Measuring galaxy sizes and luminosities is a tricky business because most galaxies don't have sharp edges. There are two general approaches to measuring sizes and luminosities: non-parametric and parametric. Non-parametric techniques involve aperture photometry of some sort like curve-of-growth (COG) analysis, whereas parametric techniques involve fitting functions to images of galaxies. The most common definitions of "size" involve measuring flux inside a certain radius, such as the half-light-radius, or perhaps some kind of scalelength parameter in the case of functional model fitting. Luminosities are often measured using aperture flux inside a certain radius, or flux integrated out to some surface brightness level, or based on the total flux from analytic models or COG. Both parametric and non-parametric techniques have benefits and drawbacks, some of which are discussed in this section.

The above section explains why parametric techniques are useful in low S/N situations because of the premise of model testing.

In contrast, non-parametric techniques, like the curve-of-growth (COG) analysis, are not about hypothesis testing. They often use the noise information to decide where to stop extracting a galaxy profile. As such, the technique indeed corresponds more to the notion of "what you see is what you get" because the noisier the data, the closer in to the center the galaxy seems to "end." COG and other non-parametric techniques often do in fact use the noise information, but they often don't use it properly. To be concrete, imagine trying to image a big, bright, galaxy, say M31, with a very short exposure time, say a microsecond. The galaxy is there in the image, but at such a low level that the image is dominated by sky and readnoise. A curve-of-growth analysis usually compares the flux gradient in an image to the noise in order to determine where the galaxy "ends." It would therefore find a sky and readnoise dominated image to be nearly perfectly flat, to very high precision when the image is large. This would lead one to conclude with high confidence that the size of the galaxy is 0 arcseconds in size, based on careful statistical analysis of the background noise. This of course is the wrong answer. A parametric analysis would tell you that the size is consistent with some central value, but that value has uncertainty of ± ∞, which is another way to say a model of 0 size is as good as one which is extremely large that potentially includes the correct answer. Being highly uncertain about an answer because of statistics is not wrong. However, being absolutely certain about an incorrect answer is wrong, and that is a potential pitfall with non-parametric analysis.

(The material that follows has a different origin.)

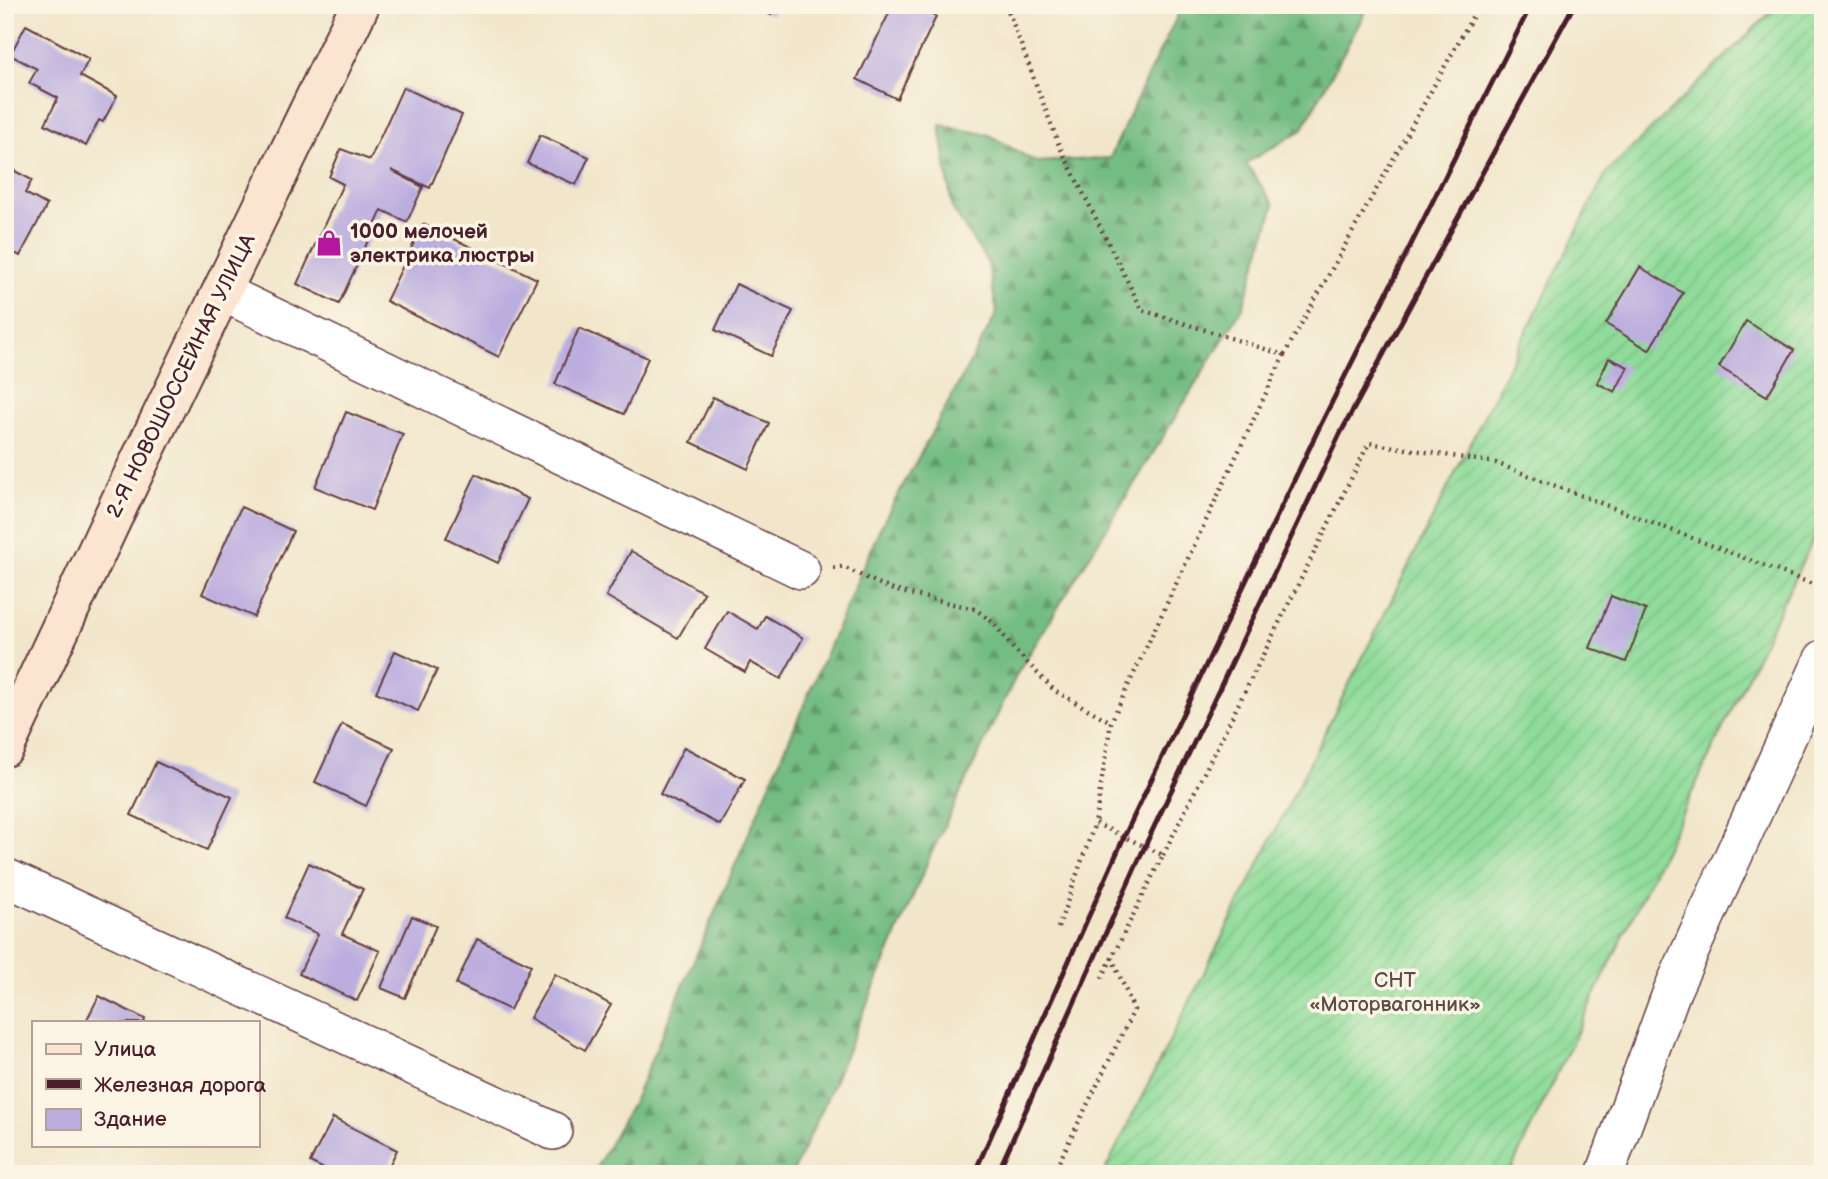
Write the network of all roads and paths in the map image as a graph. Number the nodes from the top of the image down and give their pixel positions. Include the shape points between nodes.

The relative benefits and drawbacks of parametric vs. non-parametric techniques are summarized below:

  1. Curve-of-Growth (COG) Analysis (non-parametric): The COG technique uses apertures of growing radii to sum up the light from a galaxy. Then one performs an analysis on a curve of flux vs. aperture radius. As the aperture grows so does the flux (sky subtracted) until that point when nearly all the light is included and the COG approaches an asymptotic value. The asymptotic flux value is taken to be total light from that galaxy, and the size is then defined to be that radius which encloses some fraction, often 50% or 90%, of the total light, or out to a certain surface brightness.

    • Model independent (sort of). This method does not depend on the shape of the galaxy and is thus said to be model independent. It can be applied to irregular galaxies and regular galaxies, and galaxies of all profile types (exponential, de Vaucouleurs, etc.). However, in practice this is only partly true because one replaces parametric models with interpretations about the behavior of the COG, or a functional fit to COG to derive the asymptotic integrated flux. Both of these processes are dependent on assumptions (i.e. model) about the morphology and environment. So while the notion is that the technique is robust for galaxies across all shapes, in practice the implementation may make the technique susceptible to implicit model assumptions about the COG, as elaborated further below concerning the weaknesses of this technique.

    • Simplicity. It is easy to apply this technique across galaxies of different shapes and sizes without making special considerations.

    • Does not account for the PSF. So when the galaxy size is only a few times the size of the PSF FWHM or the resolution element of the detector, or when the galaxy profile is steeply concentrated, this technique is not very reliable for measuring the size.

    • Signal-to-noise (S/N), thus morphology, dependent. COG and aperture techniques are to some degree S/N dependent as they rely on being able to measure a gradient in galaxies. One can only detect shallow profile gradients under very high S/N situations. This would bias against measuring correct sizes for galaxies that have slowly declining light profiles, such as early-type or low surface brightness (relative to the noise) galaxies. Another reason why this analysis is S/N dependent is that, in the most common way of creating a COG, one has to first subtract out the background sky: if the gradient is shallow with low S/N, then the sky will be over-estimated, which then affects the COG analysis. The decoupled, stepwise, approach makes it always more likely to overestimate the sky, underestimate the luminosity, and underestimate the size. See figure below for a concrete example.

    • Crowding limited. COG does not work well if the background is not flat, because the COG may not flatten out. And the background may not be flat for all sorts of reasons, e.g. crowded environments, overlapping galaxies, flatfielding errors, bad sky subtraction, etc.. This gives rise to frequent dilemma: if the COG starts to grow again at larger radii after showing signs of flattening off, how does one decide what of the various factors it is due to? How does one quantify? Making this decision is non-trivial and intuition dependent. Without being able to quantify how much those different variables matter, decisions about this issue in turn impact the extraction of the morphology parameters, making COG dependent on situation and morphology.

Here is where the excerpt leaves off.